> _Assignment_: In the records below, find every line that contains "Sheepbarn" and list it.

> _Material for the task_:

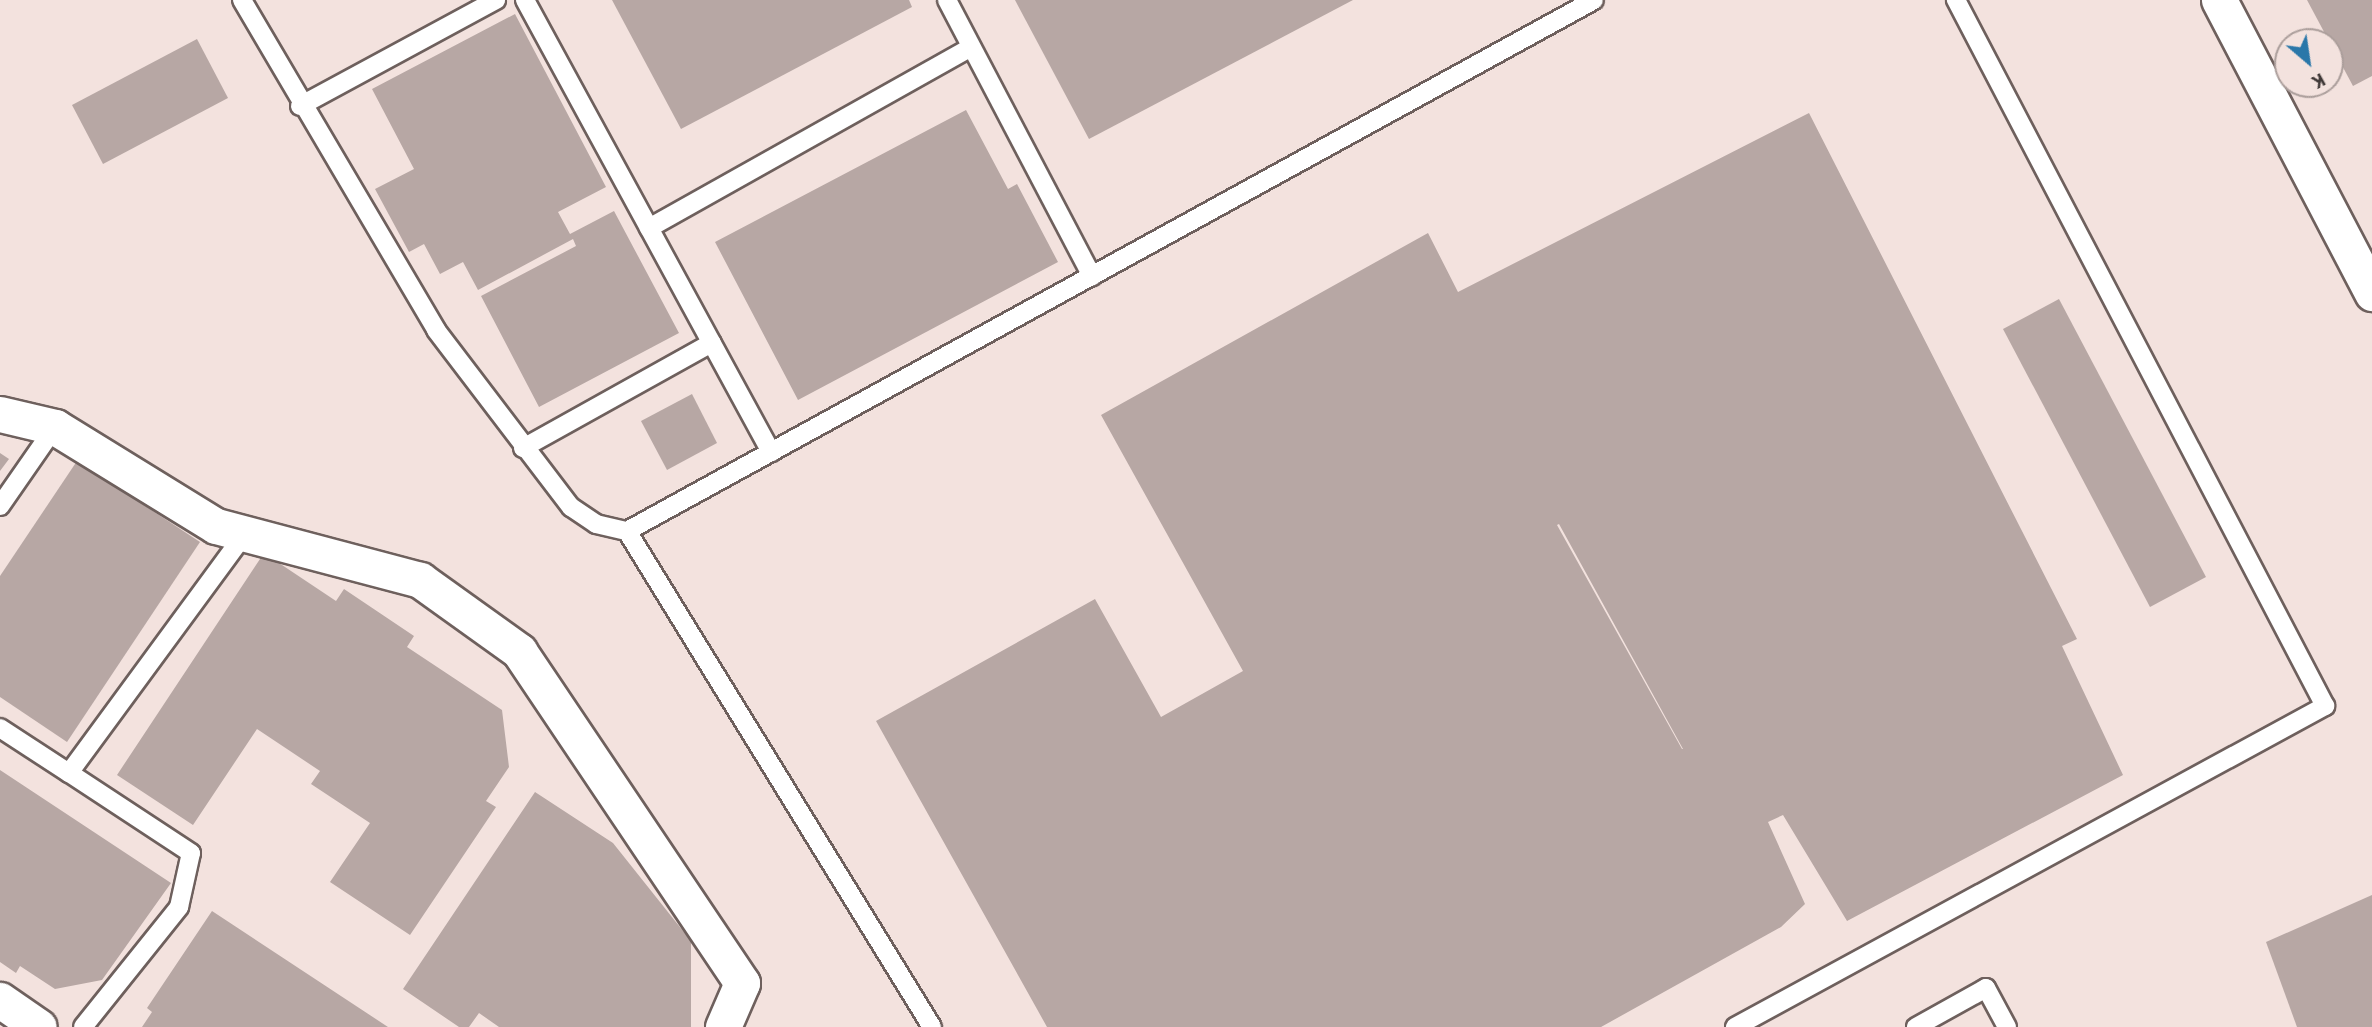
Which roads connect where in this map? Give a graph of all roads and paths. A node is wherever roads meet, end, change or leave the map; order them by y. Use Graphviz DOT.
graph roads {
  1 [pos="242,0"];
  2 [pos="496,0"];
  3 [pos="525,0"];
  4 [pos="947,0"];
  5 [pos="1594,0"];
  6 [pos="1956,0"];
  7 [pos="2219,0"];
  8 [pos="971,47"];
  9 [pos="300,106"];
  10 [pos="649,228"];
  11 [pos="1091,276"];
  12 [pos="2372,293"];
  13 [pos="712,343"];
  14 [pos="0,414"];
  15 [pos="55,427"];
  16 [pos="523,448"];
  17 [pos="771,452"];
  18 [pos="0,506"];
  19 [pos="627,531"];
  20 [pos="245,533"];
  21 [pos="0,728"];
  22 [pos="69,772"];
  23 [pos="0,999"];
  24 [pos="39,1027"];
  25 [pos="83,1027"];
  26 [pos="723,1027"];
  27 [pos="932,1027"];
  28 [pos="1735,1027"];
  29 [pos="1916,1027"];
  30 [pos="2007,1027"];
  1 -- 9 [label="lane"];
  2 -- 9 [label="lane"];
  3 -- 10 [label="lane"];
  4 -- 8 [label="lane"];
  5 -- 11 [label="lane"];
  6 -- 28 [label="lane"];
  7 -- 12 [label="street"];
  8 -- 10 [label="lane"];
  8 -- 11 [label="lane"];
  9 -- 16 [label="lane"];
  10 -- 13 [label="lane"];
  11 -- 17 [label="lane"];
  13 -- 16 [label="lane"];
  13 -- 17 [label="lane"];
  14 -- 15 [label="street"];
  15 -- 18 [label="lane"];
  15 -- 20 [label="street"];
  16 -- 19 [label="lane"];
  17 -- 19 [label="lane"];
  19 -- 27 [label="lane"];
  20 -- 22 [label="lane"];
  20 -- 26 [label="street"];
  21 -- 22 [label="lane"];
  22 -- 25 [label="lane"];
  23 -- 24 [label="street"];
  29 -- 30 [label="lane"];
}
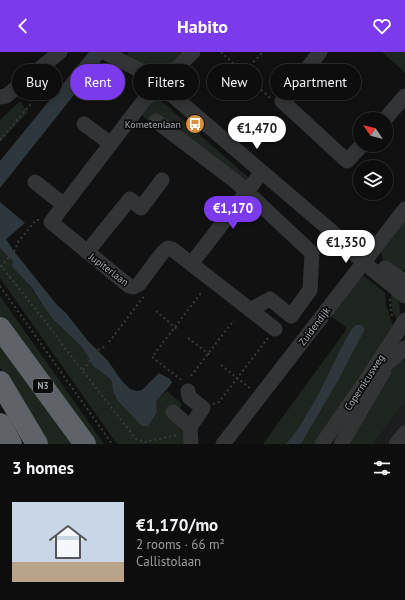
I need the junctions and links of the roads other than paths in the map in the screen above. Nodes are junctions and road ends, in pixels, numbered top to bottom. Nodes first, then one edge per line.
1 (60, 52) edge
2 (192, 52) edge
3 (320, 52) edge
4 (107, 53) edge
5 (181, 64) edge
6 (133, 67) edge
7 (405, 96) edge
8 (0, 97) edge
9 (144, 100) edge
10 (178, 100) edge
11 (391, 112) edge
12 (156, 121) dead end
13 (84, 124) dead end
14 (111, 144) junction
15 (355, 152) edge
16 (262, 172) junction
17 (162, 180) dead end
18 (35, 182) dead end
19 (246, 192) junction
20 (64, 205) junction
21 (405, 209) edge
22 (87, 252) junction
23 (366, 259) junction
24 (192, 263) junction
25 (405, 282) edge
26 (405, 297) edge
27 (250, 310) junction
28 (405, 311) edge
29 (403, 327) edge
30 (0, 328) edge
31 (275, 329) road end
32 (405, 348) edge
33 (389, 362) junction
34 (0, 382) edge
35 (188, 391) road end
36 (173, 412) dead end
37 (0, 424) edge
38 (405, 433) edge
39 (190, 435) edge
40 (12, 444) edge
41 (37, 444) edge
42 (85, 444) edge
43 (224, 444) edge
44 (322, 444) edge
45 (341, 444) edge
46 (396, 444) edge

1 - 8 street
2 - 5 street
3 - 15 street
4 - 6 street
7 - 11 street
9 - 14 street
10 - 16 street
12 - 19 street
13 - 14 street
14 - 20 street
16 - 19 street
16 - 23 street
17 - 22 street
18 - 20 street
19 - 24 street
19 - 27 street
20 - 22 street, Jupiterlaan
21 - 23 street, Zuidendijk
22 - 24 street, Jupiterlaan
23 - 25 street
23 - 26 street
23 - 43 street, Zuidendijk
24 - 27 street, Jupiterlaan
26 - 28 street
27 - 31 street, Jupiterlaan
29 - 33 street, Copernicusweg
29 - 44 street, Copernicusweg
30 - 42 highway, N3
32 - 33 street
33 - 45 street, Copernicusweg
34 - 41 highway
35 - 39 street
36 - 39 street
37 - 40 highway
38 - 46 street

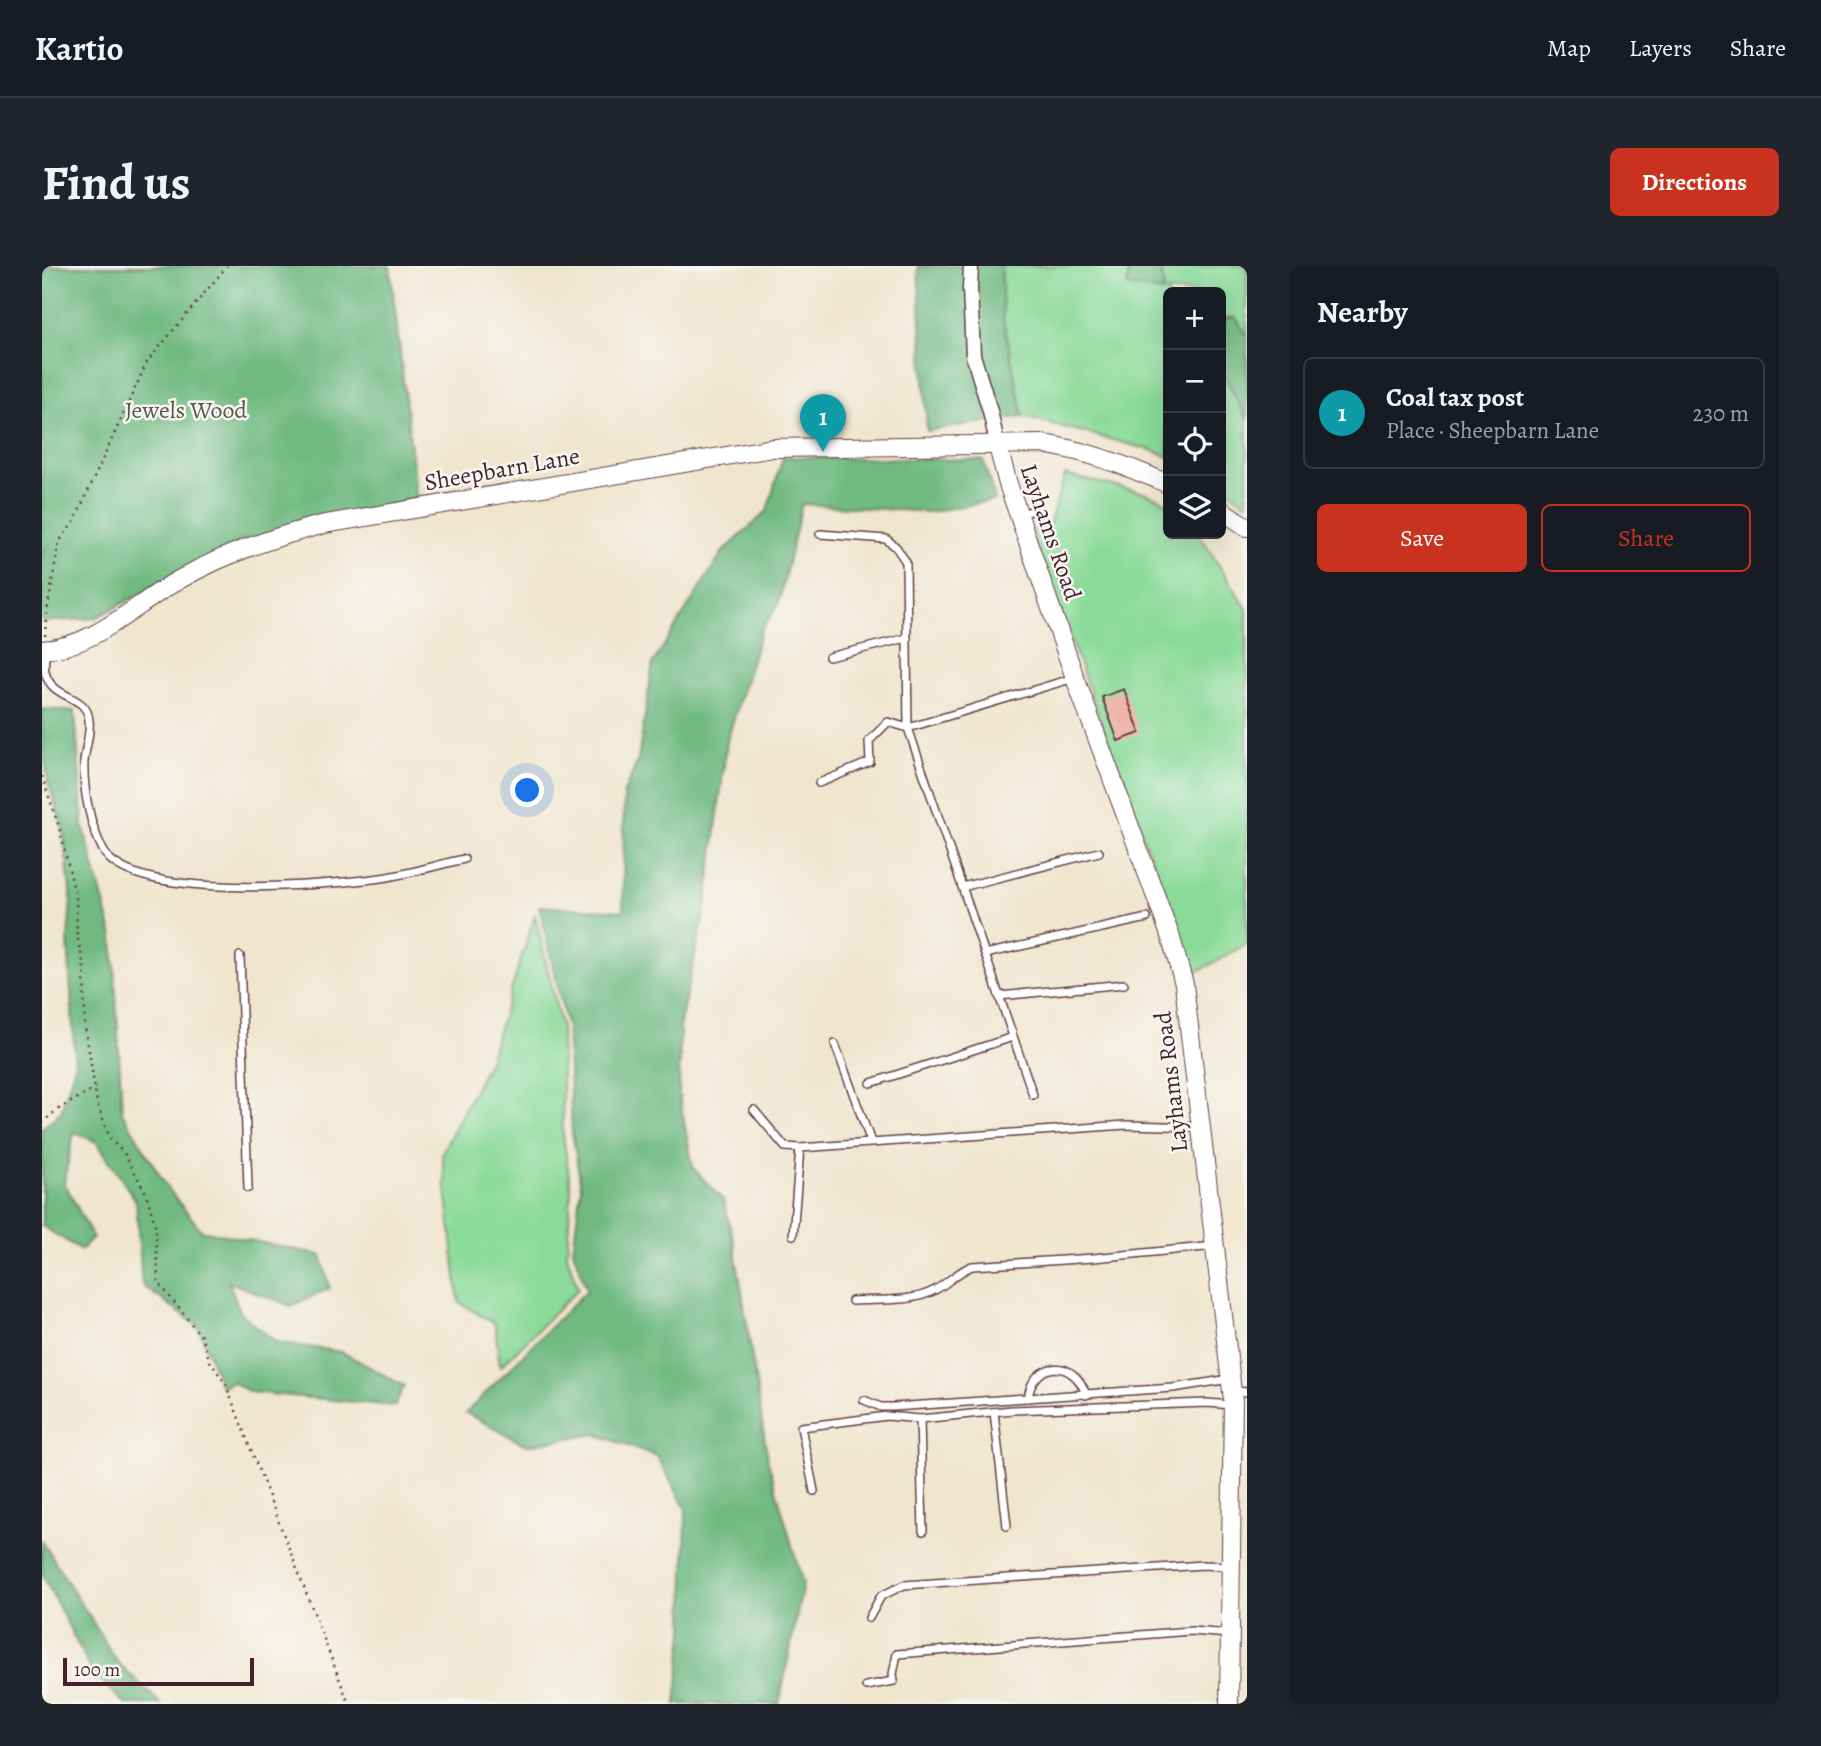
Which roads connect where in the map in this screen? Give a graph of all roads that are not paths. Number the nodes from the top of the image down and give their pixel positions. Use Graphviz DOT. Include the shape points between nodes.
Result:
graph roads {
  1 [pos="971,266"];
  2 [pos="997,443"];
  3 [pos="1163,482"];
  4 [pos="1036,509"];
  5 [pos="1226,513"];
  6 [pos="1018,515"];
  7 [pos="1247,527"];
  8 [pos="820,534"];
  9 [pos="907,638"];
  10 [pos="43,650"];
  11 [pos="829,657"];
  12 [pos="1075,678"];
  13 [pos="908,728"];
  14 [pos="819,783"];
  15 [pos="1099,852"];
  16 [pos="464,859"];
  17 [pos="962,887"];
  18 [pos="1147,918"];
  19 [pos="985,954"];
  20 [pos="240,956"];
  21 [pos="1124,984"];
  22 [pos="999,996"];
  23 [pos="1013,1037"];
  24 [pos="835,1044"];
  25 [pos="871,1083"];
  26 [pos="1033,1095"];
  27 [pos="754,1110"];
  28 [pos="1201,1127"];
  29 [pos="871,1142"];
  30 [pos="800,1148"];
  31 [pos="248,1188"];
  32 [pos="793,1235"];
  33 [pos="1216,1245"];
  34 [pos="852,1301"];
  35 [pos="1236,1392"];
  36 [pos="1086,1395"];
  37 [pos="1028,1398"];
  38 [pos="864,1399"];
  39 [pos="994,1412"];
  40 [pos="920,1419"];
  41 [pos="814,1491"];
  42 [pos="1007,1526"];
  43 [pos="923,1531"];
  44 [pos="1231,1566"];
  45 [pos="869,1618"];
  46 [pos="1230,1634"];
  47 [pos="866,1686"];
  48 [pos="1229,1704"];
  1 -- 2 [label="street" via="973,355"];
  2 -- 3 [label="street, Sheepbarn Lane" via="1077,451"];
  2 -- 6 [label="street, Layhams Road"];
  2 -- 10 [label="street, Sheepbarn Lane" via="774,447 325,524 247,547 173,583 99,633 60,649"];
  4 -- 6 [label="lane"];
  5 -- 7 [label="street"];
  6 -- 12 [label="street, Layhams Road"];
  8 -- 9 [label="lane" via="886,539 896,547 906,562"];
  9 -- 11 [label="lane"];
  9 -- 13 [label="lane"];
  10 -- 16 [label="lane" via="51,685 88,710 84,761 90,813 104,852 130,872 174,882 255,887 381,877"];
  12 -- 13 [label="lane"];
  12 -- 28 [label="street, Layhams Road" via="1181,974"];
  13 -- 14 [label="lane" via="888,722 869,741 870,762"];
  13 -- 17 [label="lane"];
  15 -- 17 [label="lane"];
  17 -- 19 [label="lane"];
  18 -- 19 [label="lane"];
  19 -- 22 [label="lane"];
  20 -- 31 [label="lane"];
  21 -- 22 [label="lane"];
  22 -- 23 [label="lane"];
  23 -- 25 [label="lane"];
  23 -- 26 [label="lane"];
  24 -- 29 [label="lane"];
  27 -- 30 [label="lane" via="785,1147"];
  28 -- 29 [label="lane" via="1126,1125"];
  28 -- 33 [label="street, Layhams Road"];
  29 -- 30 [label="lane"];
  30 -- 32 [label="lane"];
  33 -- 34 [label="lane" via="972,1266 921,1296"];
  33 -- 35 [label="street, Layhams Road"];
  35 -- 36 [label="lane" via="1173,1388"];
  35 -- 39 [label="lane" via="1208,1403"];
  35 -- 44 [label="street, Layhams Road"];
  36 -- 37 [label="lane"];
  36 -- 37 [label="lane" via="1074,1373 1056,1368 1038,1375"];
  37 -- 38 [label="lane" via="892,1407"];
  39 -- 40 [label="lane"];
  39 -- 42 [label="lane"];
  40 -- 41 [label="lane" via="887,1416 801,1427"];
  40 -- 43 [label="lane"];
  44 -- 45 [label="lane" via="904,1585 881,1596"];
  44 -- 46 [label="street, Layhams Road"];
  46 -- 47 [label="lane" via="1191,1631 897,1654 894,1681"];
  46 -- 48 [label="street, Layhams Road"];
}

> _Output for this exercise_:
  2 -- 3 [label="street, Sheepbarn Lane" via="1077,451"];
  2 -- 10 [label="street, Sheepbarn Lane" via="774,447 325,524 247,547 173,583 99,633 60,649"];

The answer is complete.